The researchers recommend that states with a high prehospital death burden improve their access to care, such as by shortening patient transport times, optimizing placement of trauma centers, and by improving the quality of prehospital care.
They also agreed with the NASEM recommendation1 to establish a national integrated trauma data repository that can track individual patient outcomes across the continuum of trauma care, including prehospital data, and efforts by the ACS Committee on Trauma to meet those recommendations. These efforts include establishing a national trauma system that links data across the continuum of injury care, from the prehospital phase to rehabilitation.

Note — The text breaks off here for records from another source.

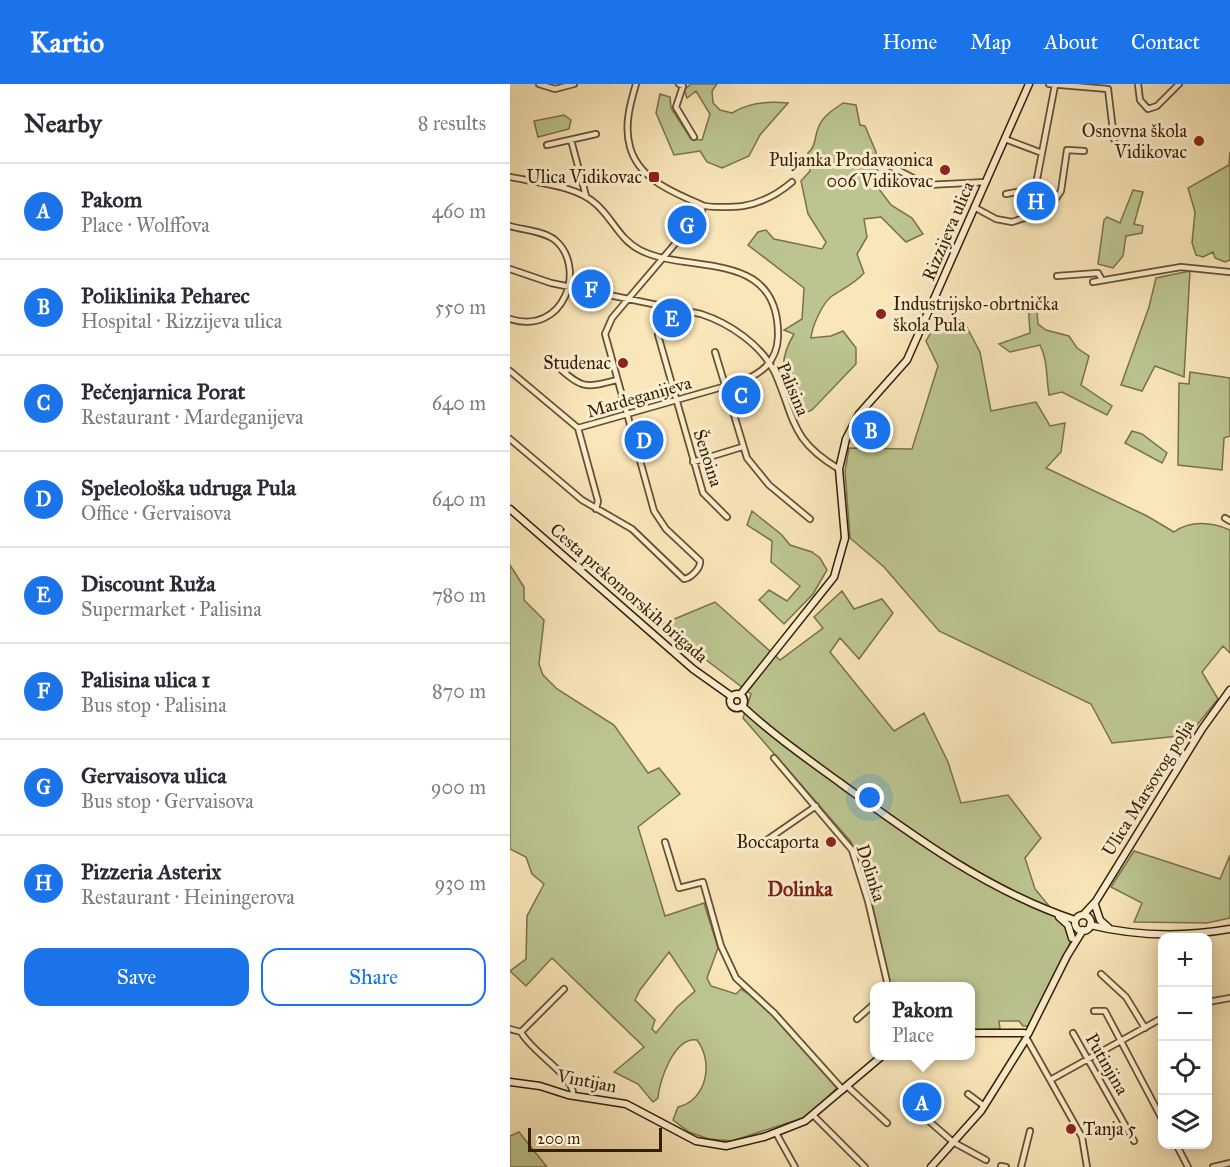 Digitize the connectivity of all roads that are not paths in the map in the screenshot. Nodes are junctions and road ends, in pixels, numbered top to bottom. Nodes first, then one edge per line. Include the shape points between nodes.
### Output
1 (539, 84) edge
2 (574, 84) edge
3 (636, 84) edge
4 (680, 84) edge
5 (1029, 84) edge
6 (1049, 84) edge
7 (1138, 84) edge
8 (1179, 84) edge
9 (1055, 86) junction
10 (1088, 86) edge
11 (596, 134) dead end
12 (694, 137) dead end
13 (1005, 138) junction
14 (1114, 139) dead end
15 (571, 140) junction
16 (547, 145) dead end
17 (1084, 152) dead end
18 (1042, 153) junction
19 (889, 160) dead end
20 (510, 177) edge
21 (792, 182) dead end
22 (986, 182) junction
23 (1036, 184) junction
24 (1006, 194) dead end
25 (586, 196) junction
26 (1048, 205) junction
27 (702, 206) junction
28 (974, 207) junction
29 (510, 226) edge
30 (666, 257) junction
31 (510, 269) edge
32 (1230, 272) edge
33 (1057, 276) dead end
34 (1102, 280) junction
35 (1093, 282) dead end
36 (566, 286) junction
37 (628, 299) junction
38 (510, 318) edge
39 (658, 335) dead end
40 (715, 352) dead end
41 (770, 364) junction
42 (558, 367) dead end
43 (510, 371) edge
44 (617, 380) junction
45 (724, 387) junction
46 (676, 400) junction
47 (627, 414) junction
48 (578, 428) junction
49 (510, 440) edge
50 (742, 447) junction
51 (693, 462) junction
52 (839, 469) junction
53 (510, 509) edge
54 (596, 509) junction
55 (728, 517) dead end
56 (810, 519) dead end
57 (1229, 692) edge
58 (740, 695) junction
59 (731, 696) junction
60 (742, 706) junction
61 (774, 758) dead end
62 (816, 806) junction
63 (666, 842) dead end
64 (764, 842) dead end
65 (1095, 903) junction
66 (1053, 913) junction
67 (1088, 919) junction
68 (1078, 926) junction
69 (1230, 928) edge
70 (1114, 930) junction
71 (1072, 938) junction
72 (1066, 956) junction
73 (1101, 974) dead end
74 (887, 982) edge
75 (564, 989) dead end
76 (1230, 998) edge
77 (1212, 1001) edge
78 (870, 1008) edge
79 (1094, 1011) dead end
80 (857, 1019) dead end
81 (1158, 1020) edge
82 (1145, 1028) junction
83 (510, 1029) edge
84 (521, 1032) junction
85 (975, 1033) edge
86 (1073, 1033) dead end
87 (1025, 1037) junction
88 (1121, 1042) junction
89 (1089, 1059) junction
90 (877, 1060) edge
91 (1052, 1079) junction
92 (510, 1082) edge
93 (845, 1088) junction
94 (968, 1094) dead end
95 (573, 1096) junction
96 (984, 1106) junction
97 (914, 1108) dead end
98 (1158, 1111) edge
99 (813, 1116) junction
100 (887, 1123) dead end
101 (1030, 1131) dead end
102 (776, 1133) junction
103 (1134, 1141) dead end
104 (953, 1142) junction
105 (1179, 1149) edge
106 (986, 1160) dead end
107 (1230, 1163) edge
108 (795, 1167) edge
109 (865, 1167) edge
110 (931, 1167) edge
111 (1021, 1167) edge
112 (1087, 1167) edge
113 (1188, 1167) edge
114 (1213, 1167) edge

1 - 2 street via 555,89
3 - 27 street via 627,130 634,157 655,181
4 - 12 street via 683,86 676,107
5 - 13 main road, Rizzijeva ulica
6 - 9 street
7 - 8 street via 1140,100 1148,109 1157,106
9 - 10 street
9 - 18 street
10 - 14 street via 1108,89
11 - 15 street
13 - 18 street
13 - 22 main road, Rizzijeva ulica
15 - 16 street
15 - 25 street
17 - 26 street via 1067,150 1061,191
18 - 23 street
19 - 22 street via 890,166 927,185
20 - 25 street
21 - 27 street via 776,194 746,205
22 - 28 main road, Rizzijeva ulica
23 - 24 street
23 - 26 street
25 - 30 street via 602,209 626,241 647,253
26 - 28 street via 1029,218 1012,222 996,219
27 - 30 street via 702,212
28 - 52 main road, Rizzijeva ulica via 907,360 851,426
29 - 36 street via 554,240 566,254
30 - 37 street
30 - 41 street via 744,273 762,289 772,304 777,328
31 - 36 street, Palisina
32 - 34 street via 1181,267
33 - 34 street via 1096,273
34 - 35 street
36 - 37 street, Palisina
36 - 38 street via 562,302 550,316 534,322
37 - 41 street, Palisina via 712,317 745,338
37 - 44 street via 606,330
39 - 46 street, Šenoina
40 - 45 street
41 - 45 street, Mardeganijeva via 747,380
41 - 52 street, Palisina via 800,436 813,452
42 - 44 street via 587,388
43 - 48 street
44 - 47 street
45 - 46 street, Mardeganijeva
45 - 50 street
46 - 47 street, Mardeganijeva
46 - 51 street, Šenoina
47 - 48 street, Mardeganijeva
47 - 54 street via 657,518 701,564 684,579 632,529
48 - 54 street via 598,501
49 - 54 street
50 - 51 street
50 - 56 street via 761,477
51 - 55 street, Šenoina via 706,498
52 - 58 main road, Rizzijeva ulica via 845,538 834,577
53 - 59 main road, Cesta prekomorskih brigada via 693,669
57 - 65 main road, Ulica Marsovog polja
58 - 59 main road
58 - 60 main road
59 - 60 main road via 731,706
60 - 66 main road via 843,786 939,852 999,888
61 - 62 street, Dolinka
62 - 64 street
62 - 74 street, Dolinka via 852,850
63 - 93 street via 679,888 703,882 721,946 736,978
65 - 67 main road, Ulica Marsovog polja
65 - 70 main road via 1101,922
66 - 68 main road
66 - 71 main road via 1068,924
67 - 68 main road
67 - 68 main road
67 - 70 main road
68 - 71 main road
68 - 72 main road
69 - 70 main road via 1164,934
71 - 72 main road
72 - 87 main road
73 - 82 street via 1126,997
75 - 84 street
76 - 77 street
78 - 80 street
79 - 88 street via 1105,1011
81 - 82 street
82 - 88 street
83 - 84 street
84 - 95 street via 533,1050 569,1080
85 - 87 main road
86 - 89 street, Putinjina
87 - 91 street
87 - 96 main road
88 - 89 street
88 - 98 street
89 - 91 street
89 - 103 street, Putinjina
90 - 93 main road, Vintijan
91 - 112 street via 1082,1137
92 - 95 main road, Vintijan
93 - 99 main road, Vintijan
93 - 100 street
94 - 96 street
95 - 102 main road, Vintijan via 626,1104 711,1145 736,1145
96 - 104 main road
97 - 104 street
99 - 102 main road, Vintijan
99 - 109 street
101 - 111 street
102 - 108 street
104 - 106 street
104 - 110 main road
105 - 113 street
107 - 114 street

As many of the states affected by this issue have a large rural population, an innovative solution to optimize access to care in an inclusive trauma system with high quality prehospital care will be critical.
Other study investigators besides Dr. Hashmi and Dr. Haider were Molly P. Jarman, PhD; Tarsicio Uribe-Leitz, MD, MPH; Eric Goralnick, MD, MS; Craig D. Newgard, MD, MPH; Ali Salim, MD; and Edward E. Cornwell III, MD, FACS.
“FACS” designates that a surgeon is a Fellow of the American College of Surgeons.
1 Berwick D, Downey A, Cornett E, eds; National Academies of Sciences, Engineering, and Medicine. A National Trauma Care System: Integrating Military and Civilian Trauma Systems to Achieve Zero Preventable Deaths After Injury. Washington, DC: National Academies Press; 2016. http://www.nap.edu/23511. Accessed September 4, 2018.
2 Source: Centers for Disease Control and Prevention. Key injury and violence data. https://www.cdc.gov/injury/wisqars/overview/key_data.html. Updated May 8, 2018. Accessed September 4, 2018.
3 Branas CC, MacKenzie EJ, Williams JC, et al. Access to trauma centers in the United States. JAMA. 2005;293(21):2626-2633.